- Nils Havemann
Fußball-Weltmeisterin von Verbandschef belästigt! – Können denn Küsse Sünde sein?

Luis Rubiales, Präsident des spanischen Fußballverbandes RFEF, küsste am 20. August 2023 in Sydney bei der Siegerehrung des spanischen Frauen-Nationalteams nach dem Gewinn der Weltmeisterschaft die Nationalspielerin Jennifer Hermoso ungefragt auf den Mund! Seitdem tobt in der internationalen Presse und in den sozialen Medien ein erbitterter Streit darüber, wie schändlich diese Tat war. Während die einen nicht nur den Rücktritt des Verbandspräsidenten fordern, sondern ihn am liebsten gleich für mehrere Jahre hinter schwedische Gardinen sehen würden, verlangen die anderen Nachsicht mit dem spanischen Herrn, der sich doch nur aus lauter Freude über den sportlichen Triumph der Damen zu dieser ungebührlichen Annäherung habe hinreißen lassen.
Dass der Fußball spätestens seit den 1920er Jahren auch abseits des Geschehens auf dem grünen Rasen immer wieder Gelegenheit für aufschlussreiche Debatten über politische, wirtschaftliche oder gesellschaftliche Fragen liefert, ist bekannt. Relativ neu ist hingegen, dass er nun dazu dient, sogar jenseits des Strafrechts Regeln im Verhalten zwischen den Geschlechtern aufzustellen. Wie schon die zahlreichen Diskussionen über Homosexualität, Regenbogenbinden und Diversity im Fußball offenbarten, eignet sich dieser Sport mittlerweile dazu, ein farbiges Sittengemälde unserer heutigen Zeit zu malen.
Und was verrät uns dieses Bild? Vorbei die Zeiten, als Fußballstars noch dafür bewundert wurden, dass sie wie angebetete Rockstars auf hemmungslosen Sexpartys mit Groupies ihre Ehefrauen betrogen! Aus für Machos wie Berti Vogts, der wütenden Fans empfahl, „ihre Emotionen zu Hause in den Wohnzimmern mit ihren Frauen aus[zu]leben“! Und Schluss mit frauenfeindlichen Fußballstars wie George Best, der damit prahlte: „Ich habe eine Menge Geld für Alkohol, Weiber und schnelle Autos ausgegeben – den Rest habe ich verprasst.“ Stattdessen herrscht nun auch im Fußball die „Me Too“- Aufregung, die anscheinend nur noch dadurch heruntergekühlt werden kann, dass vor jeder körperlichen Berührung wie Handschlag, Umarmung oder Kuss ein juristisch wasserdichter Vertrag über die Details der geplanten Annäherung ausgehandelt wird.

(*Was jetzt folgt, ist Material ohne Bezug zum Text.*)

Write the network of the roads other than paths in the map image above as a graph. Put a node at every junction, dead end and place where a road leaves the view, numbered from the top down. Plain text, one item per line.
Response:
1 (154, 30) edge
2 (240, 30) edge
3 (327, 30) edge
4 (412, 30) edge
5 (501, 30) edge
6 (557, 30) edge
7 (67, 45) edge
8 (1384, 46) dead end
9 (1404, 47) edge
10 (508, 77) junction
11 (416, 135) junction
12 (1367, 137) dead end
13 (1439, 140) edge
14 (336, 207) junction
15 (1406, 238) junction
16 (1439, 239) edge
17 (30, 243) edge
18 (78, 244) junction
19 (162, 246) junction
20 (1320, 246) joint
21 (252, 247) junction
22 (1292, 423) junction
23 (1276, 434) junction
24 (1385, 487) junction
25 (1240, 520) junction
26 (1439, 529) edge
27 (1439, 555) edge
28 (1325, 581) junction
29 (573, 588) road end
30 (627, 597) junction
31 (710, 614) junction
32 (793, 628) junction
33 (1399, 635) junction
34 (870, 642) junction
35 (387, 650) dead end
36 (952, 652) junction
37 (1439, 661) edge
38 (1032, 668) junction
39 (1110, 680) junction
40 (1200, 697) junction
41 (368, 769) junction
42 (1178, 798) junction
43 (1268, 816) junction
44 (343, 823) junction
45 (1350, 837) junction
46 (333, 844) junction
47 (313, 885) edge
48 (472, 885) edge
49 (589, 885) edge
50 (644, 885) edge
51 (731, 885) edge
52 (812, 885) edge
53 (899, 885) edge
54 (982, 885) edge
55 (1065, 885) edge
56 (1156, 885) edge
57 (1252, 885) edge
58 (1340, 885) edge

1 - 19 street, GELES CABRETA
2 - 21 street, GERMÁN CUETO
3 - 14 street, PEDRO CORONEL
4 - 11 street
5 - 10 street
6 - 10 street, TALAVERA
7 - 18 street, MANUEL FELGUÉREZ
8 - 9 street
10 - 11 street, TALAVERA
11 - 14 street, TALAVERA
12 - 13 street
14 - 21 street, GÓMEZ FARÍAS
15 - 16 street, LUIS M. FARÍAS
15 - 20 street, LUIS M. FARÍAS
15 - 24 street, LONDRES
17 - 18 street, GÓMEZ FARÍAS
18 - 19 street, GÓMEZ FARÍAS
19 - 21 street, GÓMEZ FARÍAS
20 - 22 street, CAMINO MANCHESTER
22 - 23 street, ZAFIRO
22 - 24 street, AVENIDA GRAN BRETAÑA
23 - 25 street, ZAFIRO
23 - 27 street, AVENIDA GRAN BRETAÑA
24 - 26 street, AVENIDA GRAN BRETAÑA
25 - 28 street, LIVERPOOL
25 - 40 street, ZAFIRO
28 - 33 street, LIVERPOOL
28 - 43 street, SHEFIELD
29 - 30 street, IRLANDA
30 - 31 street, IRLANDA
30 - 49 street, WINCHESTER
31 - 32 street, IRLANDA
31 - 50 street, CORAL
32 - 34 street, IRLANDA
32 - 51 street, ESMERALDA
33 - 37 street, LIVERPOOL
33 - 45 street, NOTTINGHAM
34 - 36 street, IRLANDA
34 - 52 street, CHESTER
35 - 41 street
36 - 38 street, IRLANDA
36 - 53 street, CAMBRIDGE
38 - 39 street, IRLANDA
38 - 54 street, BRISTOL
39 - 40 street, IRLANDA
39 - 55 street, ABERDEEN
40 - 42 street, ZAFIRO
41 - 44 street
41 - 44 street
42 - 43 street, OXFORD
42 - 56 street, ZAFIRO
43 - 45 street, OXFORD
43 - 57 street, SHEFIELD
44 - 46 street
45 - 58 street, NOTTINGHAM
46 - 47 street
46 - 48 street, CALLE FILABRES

Konsequent zu Ende gedacht, gilt dies selbstverständlich nicht nur im Umgang zwischen Männern und Frauen im Fußball, sondern auch zwischen Männern und Männern sowie zwischen Frauen und Frauen. Denn auch unter Gleichgeschlechtlichen kann das Unbehagen über spontane, unerwünschte Körperkontakte groß sein. Im Grunde müsste beim gemeinsamen Jubel über Tore und Siege im Fußball grundsätzlich jede Berührung strengstens reguliert, wenn nicht gar verboten werden, um solche anstößigen Vorfälle für alle Zeit zu unterbinden.
Aber vielleicht ist es ja auch nicht unbedingt erforderlich, aus einem solchen Ereignis sofort einen Skandal zu stricken oder Forderungen nach einer strengeren Fassung des offiziellen Jubel-Regelwerks abzuleiten. Sofern Rubiales mit seinem Kuss eine strafbare Handlung begangen haben sollte, wird ihm die Justiz schon die fällige rote Karte zeigen. Und sollte dieser unerwünschte Kuss noch im Rahmen des gesetzlich Erlaubten gewesen sein, weil er angeblich aus einem Überschwang der Gefühle resultierte, können Betroffene in ähnlichen Situationen zukünftig auf andere Mittel zurückgreifen: etwa eine ordentliche Ohrfeige – selbstverständlich auch nur aus einem Überschwang der Gefühle.